Leave the pictures out and repeat the rest of the data below exactly.

+---+

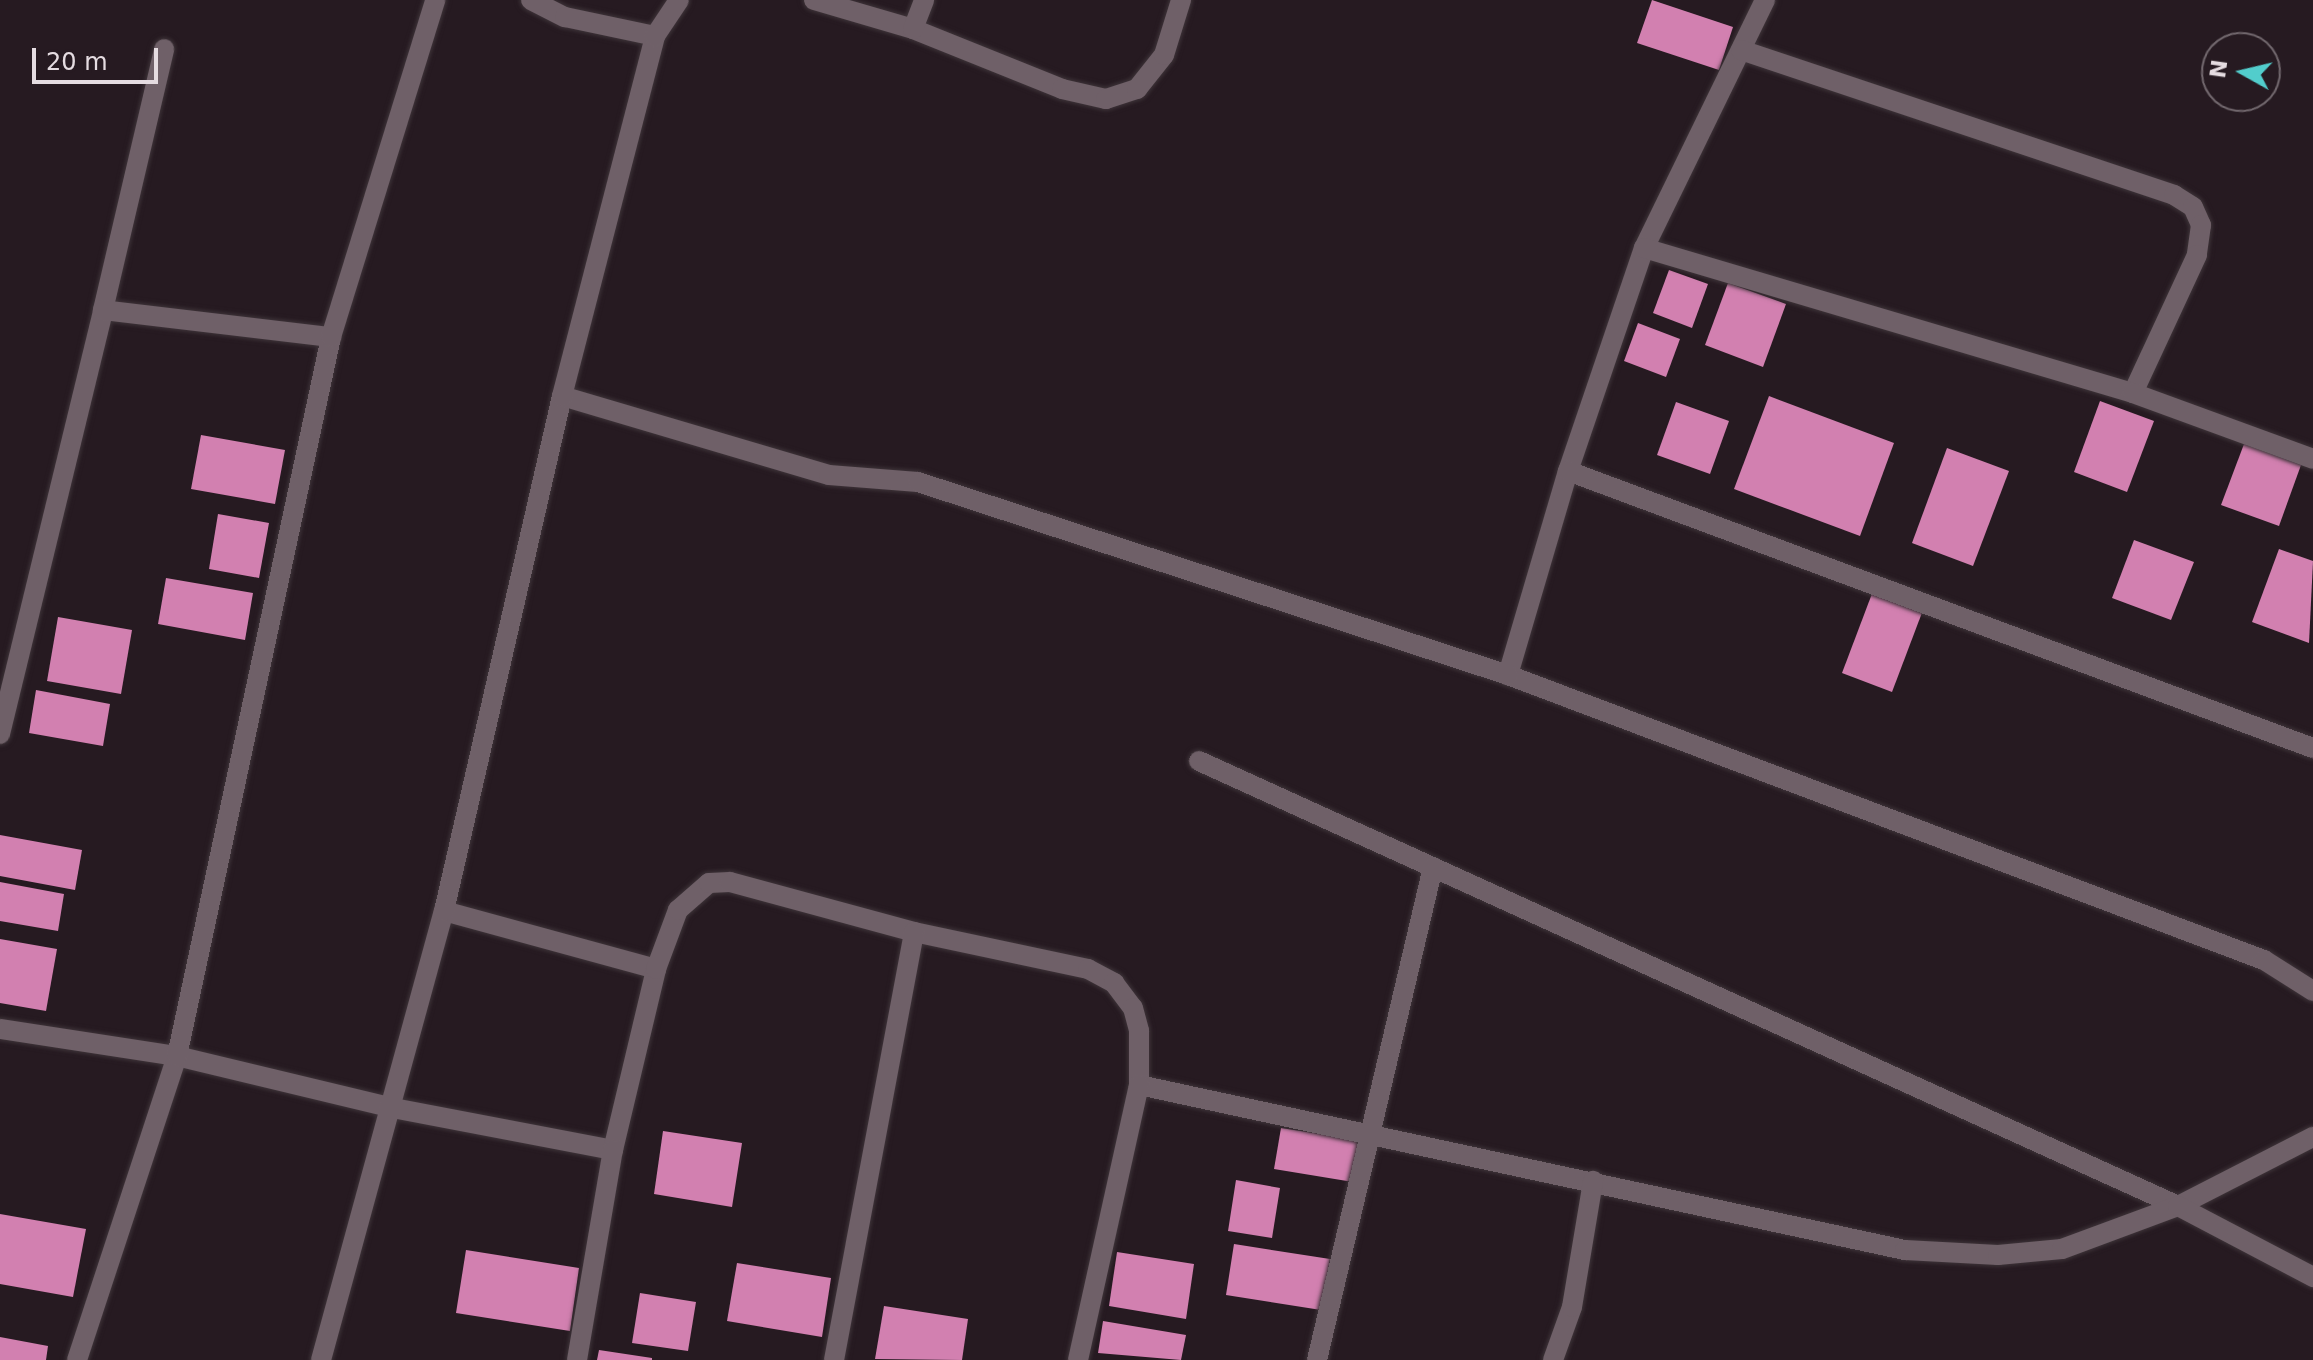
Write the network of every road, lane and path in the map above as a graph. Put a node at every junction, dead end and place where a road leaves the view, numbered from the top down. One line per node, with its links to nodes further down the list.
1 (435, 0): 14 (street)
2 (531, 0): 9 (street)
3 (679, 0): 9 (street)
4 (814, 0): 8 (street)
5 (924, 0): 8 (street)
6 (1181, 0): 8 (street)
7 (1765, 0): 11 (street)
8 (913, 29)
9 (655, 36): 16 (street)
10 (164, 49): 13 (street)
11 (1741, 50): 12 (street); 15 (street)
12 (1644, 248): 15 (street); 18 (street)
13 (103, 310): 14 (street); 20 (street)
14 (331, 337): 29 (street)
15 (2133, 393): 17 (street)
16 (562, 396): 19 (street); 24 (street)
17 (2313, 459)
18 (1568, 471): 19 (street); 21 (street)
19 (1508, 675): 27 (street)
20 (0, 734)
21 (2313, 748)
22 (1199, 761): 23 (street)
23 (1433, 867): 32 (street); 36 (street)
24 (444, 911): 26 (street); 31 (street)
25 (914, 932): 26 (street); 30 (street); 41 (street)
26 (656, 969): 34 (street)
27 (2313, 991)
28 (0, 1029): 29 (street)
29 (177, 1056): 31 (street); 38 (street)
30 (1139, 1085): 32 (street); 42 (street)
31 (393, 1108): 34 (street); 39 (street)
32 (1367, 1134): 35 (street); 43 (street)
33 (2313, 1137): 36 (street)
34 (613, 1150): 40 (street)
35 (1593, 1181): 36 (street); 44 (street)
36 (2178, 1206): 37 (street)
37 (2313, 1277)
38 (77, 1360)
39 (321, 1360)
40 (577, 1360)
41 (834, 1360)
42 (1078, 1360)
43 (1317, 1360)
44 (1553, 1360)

+---+

- [Completed task]:
Write the network of every road, lane and path in the map above as a graph. Put a node at every junction, dead end and place where a road leaves the view, numbered from the top down. One line per node, with its links to nodes further down the list.
1 (435, 0): 14 (street)
2 (531, 0): 9 (street)
3 (679, 0): 9 (street)
4 (814, 0): 8 (street)
5 (924, 0): 8 (street)
6 (1181, 0): 8 (street)
7 (1765, 0): 11 (street)
8 (913, 29)
9 (655, 36): 16 (street)
10 (164, 49): 13 (street)
11 (1741, 50): 12 (street); 15 (street)
12 (1644, 248): 15 (street); 18 (street)
13 (103, 310): 14 (street); 20 (street)
14 (331, 337): 29 (street)
15 (2133, 393): 17 (street)
16 (562, 396): 19 (street); 24 (street)
17 (2313, 459)
18 (1568, 471): 19 (street); 21 (street)
19 (1508, 675): 27 (street)
20 (0, 734)
21 (2313, 748)
22 (1199, 761): 23 (street)
23 (1433, 867): 32 (street); 36 (street)
24 (444, 911): 26 (street); 31 (street)
25 (914, 932): 26 (street); 30 (street); 41 (street)
26 (656, 969): 34 (street)
27 (2313, 991)
28 (0, 1029): 29 (street)
29 (177, 1056): 31 (street); 38 (street)
30 (1139, 1085): 32 (street); 42 (street)
31 (393, 1108): 34 (street); 39 (street)
32 (1367, 1134): 35 (street); 43 (street)
33 (2313, 1137): 36 (street)
34 (613, 1150): 40 (street)
35 (1593, 1181): 36 (street); 44 (street)
36 (2178, 1206): 37 (street)
37 (2313, 1277)
38 (77, 1360)
39 (321, 1360)
40 (577, 1360)
41 (834, 1360)
42 (1078, 1360)
43 (1317, 1360)
44 (1553, 1360)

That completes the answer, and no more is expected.